Cassandra 19480 Additional task execution specific instrumentation of job stats #51

arjunashok · 2024-04-05T22:25:04Z

… job stats

Changes

Utilized spark listeners to publish job/task stats on job completion for reader and writer.
Unified implementation of job end stats published for reader and writer
Publishes task runtime stats
Adds spark jobGroup based UUID to reader, similar to existing implementation in writer. This is used as the jobId to uniquely identify and potentially merge multiple stats published from the same job.

Testing

Validated stats logged from unit tests and in-jvm-dtest integration tests for reader/writer

yifan-c

it looks good in general. A rebase is required though.

… job stats

frankgh

Some comments

frankgh · 2024-04-25T20:48:37Z

cassandra-analytics-core/src/main/java/org/apache/cassandra/spark/JobEventDetail.java

+
+import java.util.Map;
+
+public class JobEventDetail


can we add a javadoc here?

frankgh · 2024-04-25T20:49:38Z

...cs-core/src/main/java/org/apache/cassandra/spark/bulkwriter/CassandraBulkSourceRelation.java

@@ -61,6 +61,14 @@ public CassandraBulkSourceRelation(BulkWriterContext writerContext, SQLContext s
        this.sqlContext = sqlContext;
        this.sparkContext = JavaSparkContext.fromSparkContext(sqlContext.sparkContext());
        this.broadcastContext = sparkContext.<BulkWriterContext>broadcast(writerContext);
+        this.jobStatsListener = new JobStatsListener((jobEventDetail) -> {
+            if (writerContext.job().getId().toString().equals(jobEventDetail.internalJobID()))
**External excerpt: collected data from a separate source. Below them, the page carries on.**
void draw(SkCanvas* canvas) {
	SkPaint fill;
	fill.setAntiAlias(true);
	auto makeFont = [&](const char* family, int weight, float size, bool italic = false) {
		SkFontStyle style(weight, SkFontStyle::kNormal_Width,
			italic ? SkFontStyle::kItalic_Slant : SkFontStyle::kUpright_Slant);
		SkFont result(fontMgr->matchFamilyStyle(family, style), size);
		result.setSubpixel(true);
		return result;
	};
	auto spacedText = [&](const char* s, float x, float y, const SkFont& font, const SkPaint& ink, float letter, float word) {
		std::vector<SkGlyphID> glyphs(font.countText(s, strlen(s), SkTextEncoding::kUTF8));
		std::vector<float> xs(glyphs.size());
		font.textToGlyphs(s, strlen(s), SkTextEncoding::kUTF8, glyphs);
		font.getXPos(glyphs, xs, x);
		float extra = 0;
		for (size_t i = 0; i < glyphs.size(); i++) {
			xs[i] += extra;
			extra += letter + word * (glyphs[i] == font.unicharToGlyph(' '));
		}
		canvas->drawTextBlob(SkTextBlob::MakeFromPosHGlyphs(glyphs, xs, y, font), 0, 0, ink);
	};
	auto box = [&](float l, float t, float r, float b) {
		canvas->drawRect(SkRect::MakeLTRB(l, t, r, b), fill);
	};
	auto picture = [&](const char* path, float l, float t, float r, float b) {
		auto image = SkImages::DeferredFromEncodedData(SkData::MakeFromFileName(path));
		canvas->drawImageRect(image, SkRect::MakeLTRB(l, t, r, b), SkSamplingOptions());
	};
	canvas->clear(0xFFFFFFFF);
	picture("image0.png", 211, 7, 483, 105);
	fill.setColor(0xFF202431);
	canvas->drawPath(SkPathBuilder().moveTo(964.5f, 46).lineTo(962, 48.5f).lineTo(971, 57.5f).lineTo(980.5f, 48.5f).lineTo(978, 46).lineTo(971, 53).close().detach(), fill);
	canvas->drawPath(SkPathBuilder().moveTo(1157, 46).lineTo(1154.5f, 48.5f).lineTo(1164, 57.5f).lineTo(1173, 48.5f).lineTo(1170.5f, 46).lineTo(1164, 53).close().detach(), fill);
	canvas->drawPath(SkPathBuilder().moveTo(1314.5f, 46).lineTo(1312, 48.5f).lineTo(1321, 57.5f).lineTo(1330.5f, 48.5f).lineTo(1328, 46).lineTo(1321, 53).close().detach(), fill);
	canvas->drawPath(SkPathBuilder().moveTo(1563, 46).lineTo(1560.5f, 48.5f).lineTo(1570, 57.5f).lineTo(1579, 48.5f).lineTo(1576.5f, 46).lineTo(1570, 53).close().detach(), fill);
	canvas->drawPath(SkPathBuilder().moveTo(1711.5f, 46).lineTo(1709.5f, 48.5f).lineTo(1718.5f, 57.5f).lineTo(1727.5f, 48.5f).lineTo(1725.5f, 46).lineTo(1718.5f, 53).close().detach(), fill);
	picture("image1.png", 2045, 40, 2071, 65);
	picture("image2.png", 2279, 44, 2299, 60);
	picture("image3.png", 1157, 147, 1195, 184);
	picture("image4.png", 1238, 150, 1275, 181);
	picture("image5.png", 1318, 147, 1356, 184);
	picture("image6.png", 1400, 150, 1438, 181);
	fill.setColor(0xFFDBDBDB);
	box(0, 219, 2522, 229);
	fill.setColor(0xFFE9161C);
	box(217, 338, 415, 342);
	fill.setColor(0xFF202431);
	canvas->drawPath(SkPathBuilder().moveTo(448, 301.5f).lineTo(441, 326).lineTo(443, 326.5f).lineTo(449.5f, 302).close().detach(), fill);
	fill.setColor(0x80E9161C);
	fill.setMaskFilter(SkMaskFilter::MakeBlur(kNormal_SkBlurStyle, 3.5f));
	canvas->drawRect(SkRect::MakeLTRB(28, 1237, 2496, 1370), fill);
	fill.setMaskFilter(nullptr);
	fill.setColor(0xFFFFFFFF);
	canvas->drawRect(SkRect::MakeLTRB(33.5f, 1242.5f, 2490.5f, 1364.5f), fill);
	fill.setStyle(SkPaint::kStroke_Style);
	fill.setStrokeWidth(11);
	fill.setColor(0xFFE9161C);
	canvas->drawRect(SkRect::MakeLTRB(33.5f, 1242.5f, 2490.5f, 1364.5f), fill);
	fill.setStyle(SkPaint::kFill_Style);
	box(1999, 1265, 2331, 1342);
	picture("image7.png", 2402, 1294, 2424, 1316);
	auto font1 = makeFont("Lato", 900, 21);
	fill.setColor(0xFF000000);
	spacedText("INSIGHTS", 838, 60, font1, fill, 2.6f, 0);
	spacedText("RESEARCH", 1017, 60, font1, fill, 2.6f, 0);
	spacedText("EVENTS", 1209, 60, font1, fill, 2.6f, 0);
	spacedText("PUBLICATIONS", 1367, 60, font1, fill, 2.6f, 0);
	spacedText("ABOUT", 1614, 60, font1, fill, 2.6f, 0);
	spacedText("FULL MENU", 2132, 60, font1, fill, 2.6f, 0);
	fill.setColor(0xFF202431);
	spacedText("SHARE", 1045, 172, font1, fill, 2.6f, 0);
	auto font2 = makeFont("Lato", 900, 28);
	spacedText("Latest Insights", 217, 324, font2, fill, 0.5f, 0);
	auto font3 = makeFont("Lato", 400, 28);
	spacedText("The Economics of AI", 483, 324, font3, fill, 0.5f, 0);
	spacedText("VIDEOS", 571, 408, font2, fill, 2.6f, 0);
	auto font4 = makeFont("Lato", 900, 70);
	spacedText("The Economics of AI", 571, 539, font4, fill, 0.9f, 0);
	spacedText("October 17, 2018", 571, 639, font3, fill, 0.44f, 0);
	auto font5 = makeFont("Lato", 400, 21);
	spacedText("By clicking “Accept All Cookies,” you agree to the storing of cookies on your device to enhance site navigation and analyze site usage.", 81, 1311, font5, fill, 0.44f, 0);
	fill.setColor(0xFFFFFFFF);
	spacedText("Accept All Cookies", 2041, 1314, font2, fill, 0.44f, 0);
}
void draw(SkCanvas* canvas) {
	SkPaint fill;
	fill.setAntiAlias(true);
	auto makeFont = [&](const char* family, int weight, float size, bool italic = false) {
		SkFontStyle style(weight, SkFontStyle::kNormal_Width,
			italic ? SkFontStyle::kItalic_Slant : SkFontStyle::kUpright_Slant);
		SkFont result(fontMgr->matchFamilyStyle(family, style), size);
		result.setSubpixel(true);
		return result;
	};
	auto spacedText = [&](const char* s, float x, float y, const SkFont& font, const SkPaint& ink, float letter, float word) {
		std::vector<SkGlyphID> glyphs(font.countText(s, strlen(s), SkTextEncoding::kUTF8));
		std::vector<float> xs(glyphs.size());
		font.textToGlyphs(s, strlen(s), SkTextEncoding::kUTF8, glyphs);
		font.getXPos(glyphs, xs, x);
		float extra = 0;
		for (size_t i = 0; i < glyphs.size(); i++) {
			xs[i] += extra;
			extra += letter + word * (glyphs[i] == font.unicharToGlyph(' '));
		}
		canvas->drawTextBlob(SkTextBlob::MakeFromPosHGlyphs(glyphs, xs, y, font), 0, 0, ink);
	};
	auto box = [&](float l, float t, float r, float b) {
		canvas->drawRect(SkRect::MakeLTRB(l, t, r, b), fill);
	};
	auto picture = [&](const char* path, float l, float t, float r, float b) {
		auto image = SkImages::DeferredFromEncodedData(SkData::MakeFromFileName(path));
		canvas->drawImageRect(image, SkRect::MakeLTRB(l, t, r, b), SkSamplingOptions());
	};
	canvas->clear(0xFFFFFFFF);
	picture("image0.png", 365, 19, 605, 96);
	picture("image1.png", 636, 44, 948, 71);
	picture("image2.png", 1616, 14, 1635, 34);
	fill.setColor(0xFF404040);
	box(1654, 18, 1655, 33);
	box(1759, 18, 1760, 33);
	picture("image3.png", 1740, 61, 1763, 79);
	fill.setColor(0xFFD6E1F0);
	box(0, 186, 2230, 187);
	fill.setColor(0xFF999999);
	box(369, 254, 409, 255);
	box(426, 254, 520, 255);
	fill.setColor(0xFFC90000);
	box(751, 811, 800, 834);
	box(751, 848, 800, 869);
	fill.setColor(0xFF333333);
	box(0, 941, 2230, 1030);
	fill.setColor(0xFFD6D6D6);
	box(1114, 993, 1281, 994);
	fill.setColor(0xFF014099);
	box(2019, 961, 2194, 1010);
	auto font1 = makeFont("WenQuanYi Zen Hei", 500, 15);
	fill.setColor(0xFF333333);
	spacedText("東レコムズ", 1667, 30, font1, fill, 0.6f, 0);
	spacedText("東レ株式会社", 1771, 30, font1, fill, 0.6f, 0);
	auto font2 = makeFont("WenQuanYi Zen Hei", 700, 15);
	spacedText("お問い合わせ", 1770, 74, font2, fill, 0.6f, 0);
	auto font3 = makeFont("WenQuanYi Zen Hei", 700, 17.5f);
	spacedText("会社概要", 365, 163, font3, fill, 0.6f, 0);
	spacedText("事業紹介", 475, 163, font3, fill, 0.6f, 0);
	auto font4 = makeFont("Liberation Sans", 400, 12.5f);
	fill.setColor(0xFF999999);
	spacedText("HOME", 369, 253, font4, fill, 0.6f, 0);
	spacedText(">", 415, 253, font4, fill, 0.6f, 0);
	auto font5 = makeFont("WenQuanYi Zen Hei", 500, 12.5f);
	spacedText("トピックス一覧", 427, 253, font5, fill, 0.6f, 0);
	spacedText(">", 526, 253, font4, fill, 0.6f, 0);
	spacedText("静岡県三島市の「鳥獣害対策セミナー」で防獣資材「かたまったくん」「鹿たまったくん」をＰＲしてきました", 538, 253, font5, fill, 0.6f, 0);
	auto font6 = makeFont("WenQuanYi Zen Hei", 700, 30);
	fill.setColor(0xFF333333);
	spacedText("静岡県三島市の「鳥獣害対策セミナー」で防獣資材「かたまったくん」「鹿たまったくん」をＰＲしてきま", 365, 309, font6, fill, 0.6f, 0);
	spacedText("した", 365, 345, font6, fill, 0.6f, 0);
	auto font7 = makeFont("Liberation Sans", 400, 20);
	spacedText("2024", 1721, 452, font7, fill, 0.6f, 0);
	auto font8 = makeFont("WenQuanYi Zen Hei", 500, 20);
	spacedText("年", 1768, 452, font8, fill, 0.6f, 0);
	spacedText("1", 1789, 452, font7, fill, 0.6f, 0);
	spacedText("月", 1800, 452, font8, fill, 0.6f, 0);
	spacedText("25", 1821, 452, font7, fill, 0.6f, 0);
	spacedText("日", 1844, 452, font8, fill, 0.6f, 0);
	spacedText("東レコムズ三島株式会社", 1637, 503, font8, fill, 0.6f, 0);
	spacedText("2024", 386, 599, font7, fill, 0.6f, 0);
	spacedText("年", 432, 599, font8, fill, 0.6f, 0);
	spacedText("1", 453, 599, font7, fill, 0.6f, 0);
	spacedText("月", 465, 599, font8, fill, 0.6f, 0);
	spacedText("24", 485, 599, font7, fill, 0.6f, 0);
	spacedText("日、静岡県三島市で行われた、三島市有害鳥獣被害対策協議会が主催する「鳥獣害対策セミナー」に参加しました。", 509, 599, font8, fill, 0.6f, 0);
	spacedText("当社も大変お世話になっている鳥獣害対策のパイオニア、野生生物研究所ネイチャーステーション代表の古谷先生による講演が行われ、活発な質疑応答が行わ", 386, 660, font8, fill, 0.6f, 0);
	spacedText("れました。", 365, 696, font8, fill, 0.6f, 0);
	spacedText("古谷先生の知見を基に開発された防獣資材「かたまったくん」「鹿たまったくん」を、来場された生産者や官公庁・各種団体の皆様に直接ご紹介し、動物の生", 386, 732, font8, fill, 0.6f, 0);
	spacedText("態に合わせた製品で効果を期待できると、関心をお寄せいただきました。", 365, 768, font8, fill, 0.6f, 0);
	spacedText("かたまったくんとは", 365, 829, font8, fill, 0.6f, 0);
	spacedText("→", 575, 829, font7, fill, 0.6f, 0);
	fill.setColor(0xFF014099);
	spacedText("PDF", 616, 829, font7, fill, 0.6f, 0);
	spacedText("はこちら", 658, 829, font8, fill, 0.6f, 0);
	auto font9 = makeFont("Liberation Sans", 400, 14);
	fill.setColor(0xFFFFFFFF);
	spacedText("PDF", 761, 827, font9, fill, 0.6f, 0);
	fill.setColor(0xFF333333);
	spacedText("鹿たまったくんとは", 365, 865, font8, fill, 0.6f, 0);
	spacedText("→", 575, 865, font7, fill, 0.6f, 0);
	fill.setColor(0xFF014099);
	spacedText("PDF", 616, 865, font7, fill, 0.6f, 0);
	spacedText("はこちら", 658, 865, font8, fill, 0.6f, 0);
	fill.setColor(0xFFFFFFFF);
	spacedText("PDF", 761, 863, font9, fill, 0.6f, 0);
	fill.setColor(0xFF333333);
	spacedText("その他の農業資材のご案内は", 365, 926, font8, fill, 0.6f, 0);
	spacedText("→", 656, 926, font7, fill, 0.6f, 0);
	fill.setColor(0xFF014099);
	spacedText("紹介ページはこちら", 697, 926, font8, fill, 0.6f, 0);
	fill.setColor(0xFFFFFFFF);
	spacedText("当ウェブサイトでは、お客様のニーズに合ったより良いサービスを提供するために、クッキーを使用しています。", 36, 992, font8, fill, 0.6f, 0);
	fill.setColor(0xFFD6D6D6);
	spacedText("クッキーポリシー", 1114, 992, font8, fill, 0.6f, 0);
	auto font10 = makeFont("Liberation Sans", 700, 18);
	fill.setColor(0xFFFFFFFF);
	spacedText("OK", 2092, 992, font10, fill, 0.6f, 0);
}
can we add a comment in code mentioning why we need this condition here?

frankgh · 2024-04-26T16:02:34Z

...cs-core/src/main/java/org/apache/cassandra/spark/bulkwriter/CassandraBulkSourceRelation.java

                        rowCount,
                        totalBytesWritten,
                        hasClusterTopologyChanged);
            publishSuccessfulJobStats(rowCount, totalBytesWritten, hasClusterTopologyChanged);
        }
        catch (Throwable throwable)
        {
-            publishFailureJobStats(throwable.getMessage());


not sure what happens here, do we no longer publish failure stats?

Yes, we are not explicitly publishing failure stats at the point of failure. Instead, we rely on the job failure event, and the listener now publishes these stats.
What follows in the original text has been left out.